> **TASK ITEM**:
Only lines containing "edges" are wanted from the data below. Copy those lines.
BEGIN EXERCISE INPUT
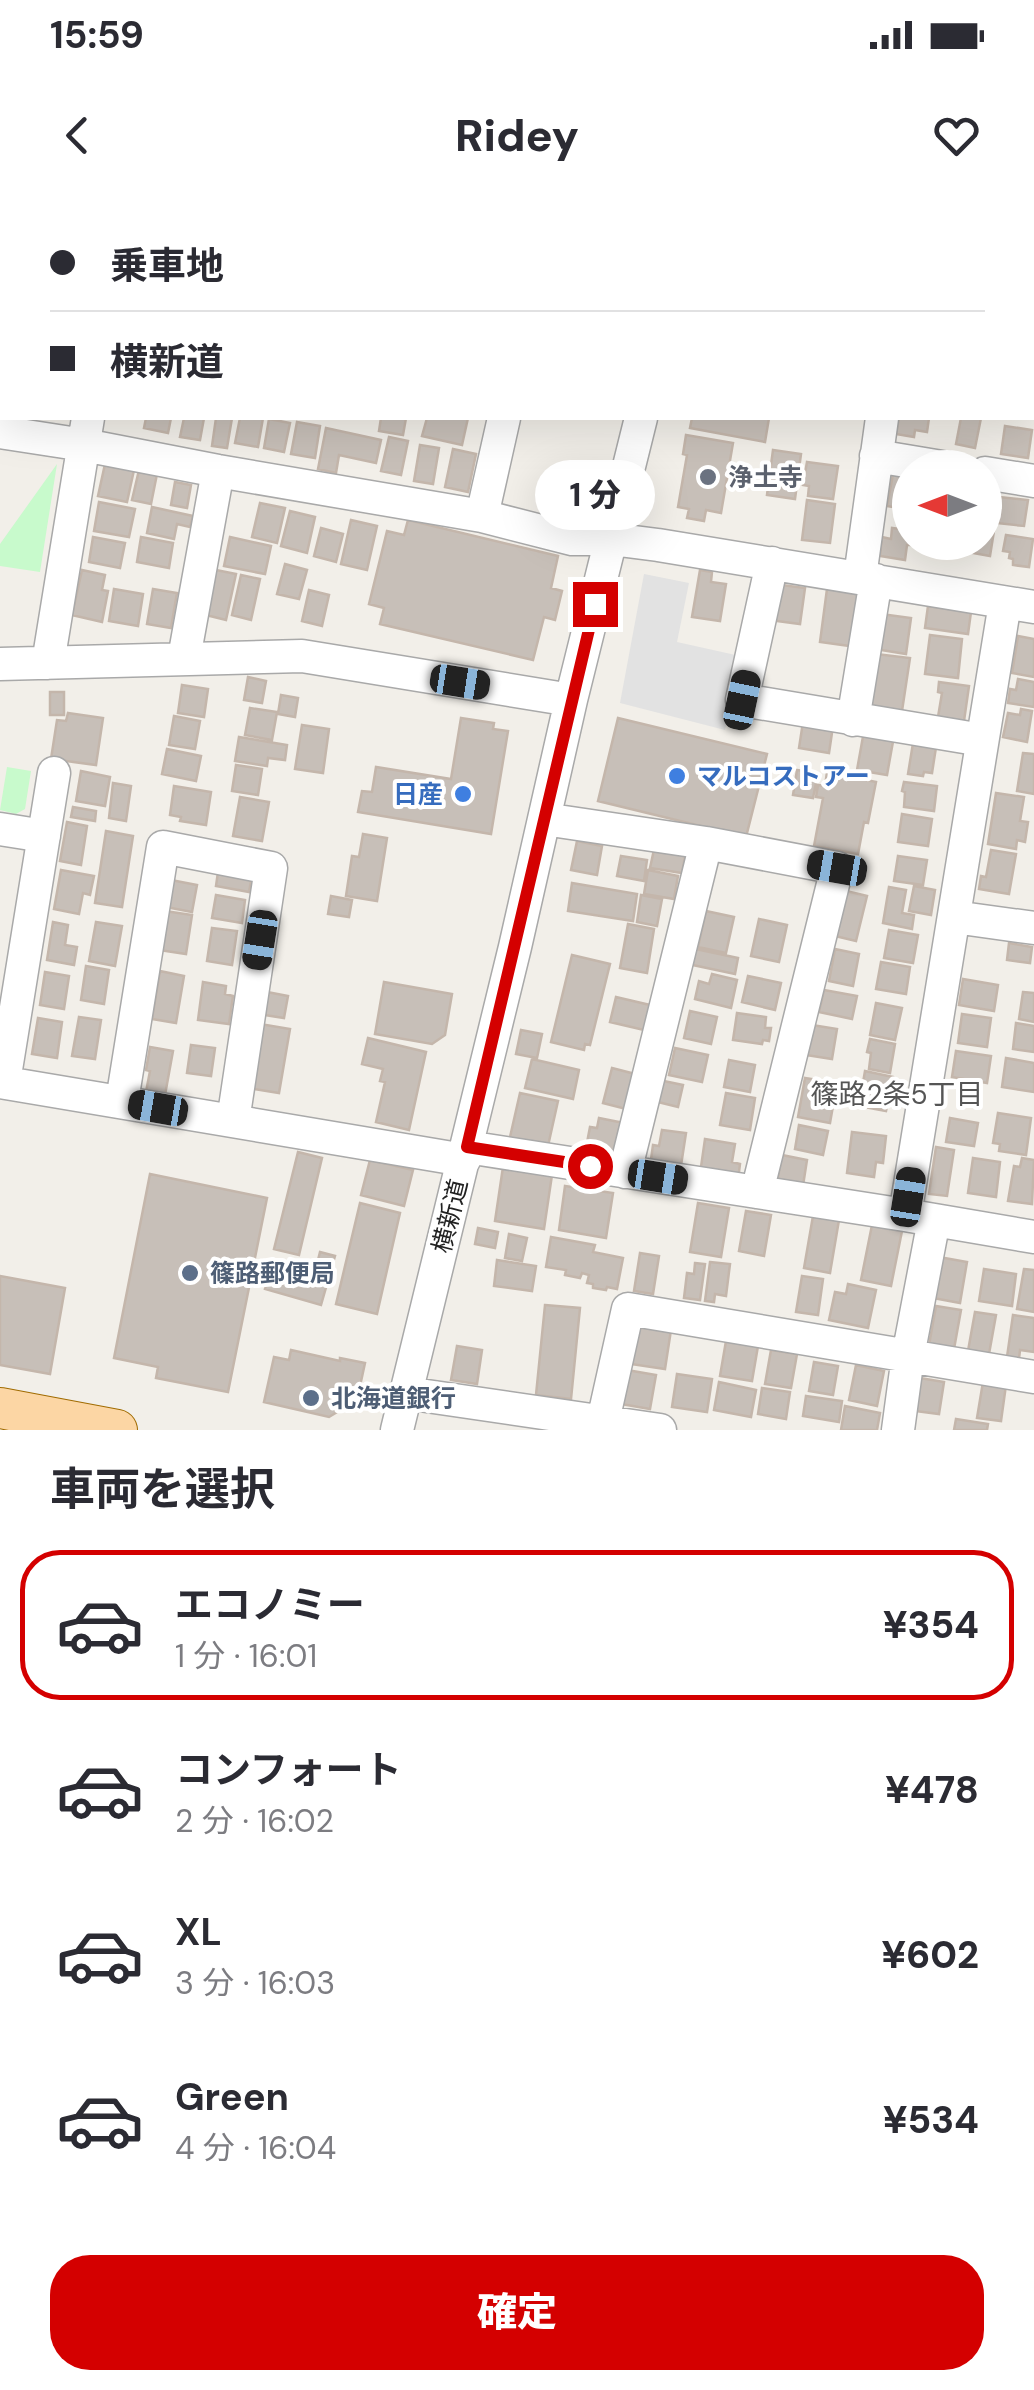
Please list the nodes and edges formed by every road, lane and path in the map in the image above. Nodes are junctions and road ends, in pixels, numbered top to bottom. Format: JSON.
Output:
{"nodes":[{"id":1,"x":504,"y":420,"type":"edge"},
{"id":2,"x":641,"y":420,"type":"edge"},
{"id":3,"x":882,"y":420,"type":"edge"},
{"id":4,"x":86,"y":431,"type":"edge"},
{"id":5,"x":0,"y":432,"type":"edge"},
{"id":6,"x":876,"y":456,"type":"junction"},
{"id":7,"x":892,"y":459,"type":"edge"},
{"id":8,"x":218,"y":471,"type":"junction"},
{"id":9,"x":1002,"y":476,"type":"edge"},
{"id":10,"x":1034,"y":481,"type":"edge"},
{"id":11,"x":482,"y":516,"type":"junction"},
{"id":12,"x":611,"y":539,"type":"junction"},
{"id":13,"x":772,"y":563,"type":"junction"},
{"id":14,"x":868,"y":578,"type":"junction"},
{"id":15,"x":1020,"y":605,"type":"edge"},
{"id":16,"x":184,"y":658,"type":"junction"},
{"id":17,"x":0,"y":664,"type":"edge"},
{"id":18,"x":48,"y":664,"type":"junction"},
{"id":19,"x":571,"y":700,"type":"junction"},
{"id":20,"x":853,"y":720,"type":"junction"},
{"id":21,"x":982,"y":740,"type":"junction"},
{"id":22,"x":54,"y":773,"type":"dead end"},
{"id":23,"x":544,"y":819,"type":"junction"},
{"id":24,"x":0,"y":828,"type":"edge"},
{"id":25,"x":44,"y":836,"type":"junction"},
{"id":26,"x":706,"y":843,"type":"junction"},
{"id":27,"x":954,"y":917,"type":"junction"},
{"id":28,"x":1034,"y":928,"type":"edge"},
{"id":29,"x":13,"y":952,"type":"edge"},
{"id":30,"x":2,"y":1082,"type":"edge"},
{"id":31,"x":122,"y":1101,"type":"junction"},
{"id":32,"x":232,"y":1121,"type":"junction"},
{"id":33,"x":466,"y":1154,"type":"junction"},
{"id":34,"x":625,"y":1172,"type":"junction"},
{"id":35,"x":757,"y":1192,"type":"junction"},
{"id":36,"x":920,"y":1218,"type":"junction"},
{"id":37,"x":1034,"y":1237,"type":"edge"},
{"id":38,"x":908,"y":1356,"type":"junction"},
{"id":39,"x":1034,"y":1377,"type":"edge"},
{"id":40,"x":406,"y":1393,"type":"junction"},
{"id":41,"x":0,"y":1408,"type":"edge"},
{"id":42,"x":604,"y":1421,"type":"junction"},
{"id":43,"x":117,"y":1430,"type":"edge"},
{"id":44,"x":398,"y":1430,"type":"edge"},
{"id":45,"x":660,"y":1430,"type":"edge"},
{"id":46,"x":898,"y":1430,"type":"edge"}],
"edges":[{"from":1,"to":11,"type":"street"},
{"from":2,"to":12,"type":"street","name":"横新道"},
{"from":3,"to":6,"type":"street"},
{"from":4,"to":5,"type":"street"},
{"from":4,"to":8,"type":"street"},
{"from":4,"to":18,"type":"street"},
{"from":6,"to":7,"type":"street"},
{"from":6,"to":14,"type":"street"},
{"from":8,"to":11,"type":"street"},
{"from":8,"to":16,"type":"street"},
{"from":9,"to":10,"type":"street"},
{"from":11,"to":12,"type":"street"},
{"from":12,"to":13,"type":"street"},
{"from":12,"to":19,"type":"street","name":"横新道"},
{"from":13,"to":14,"type":"street"},
{"from":13,"to":20,"type":"street"},
{"from":14,"to":15,"type":"street"},
{"from":14,"to":20,"type":"street"},
{"from":15,"to":21,"type":"street"},
{"from":16,"to":18,"type":"street"},
{"from":16,"to":19,"type":"street"},
{"from":17,"to":18,"type":"street"},
{"from":19,"to":23,"type":"street","name":"横新道"},
{"from":20,"to":21,"type":"street"},
{"from":21,"to":27,"type":"street"},
{"from":22,"to":25,"type":"street"},
{"from":23,"to":26,"type":"street"},
{"from":23,"to":33,"type":"street","name":"横新道"},
{"from":24,"to":25,"type":"street"},
{"from":25,"to":29,"type":"street"},
{"from":26,"to":34,"type":"street"},
{"from":26,"to":35,"type":"street"},
{"from":27,"to":28,"type":"street"},
{"from":27,"to":36,"type":"street"},
{"from":29,"to":30,"type":"street"},
{"from":30,"to":31,"type":"street"},
{"from":31,"to":32,"type":"street"},
{"from":31,"to":32,"type":"street"},
{"from":32,"to":33,"type":"street"},
{"from":33,"to":34,"type":"street"},
{"from":33,"to":40,"type":"street","name":"横新道"},
{"from":34,"to":35,"type":"street"},
{"from":35,"to":36,"type":"street"},
{"from":36,"to":37,"type":"street"},
{"from":36,"to":38,"type":"street"},
{"from":38,"to":39,"type":"street"},
{"from":38,"to":42,"type":"street"},
{"from":38,"to":46,"type":"street"},
{"from":40,"to":42,"type":"street"},
{"from":40,"to":44,"type":"street","name":"横新道"},
{"from":41,"to":43,"type":"main road"},
{"from":42,"to":45,"type":"street"}]}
END EXERCISE INPUT
> **COMPLETED EXERCISE**:
Please list the nodes and edges formed by every road, lane and path in the map in the image above. Nodes are junctions and road ends, in pixels, numbered top to bottom. Format: JSON.
"edges":[{"from":1,"to":11,"type":"street"},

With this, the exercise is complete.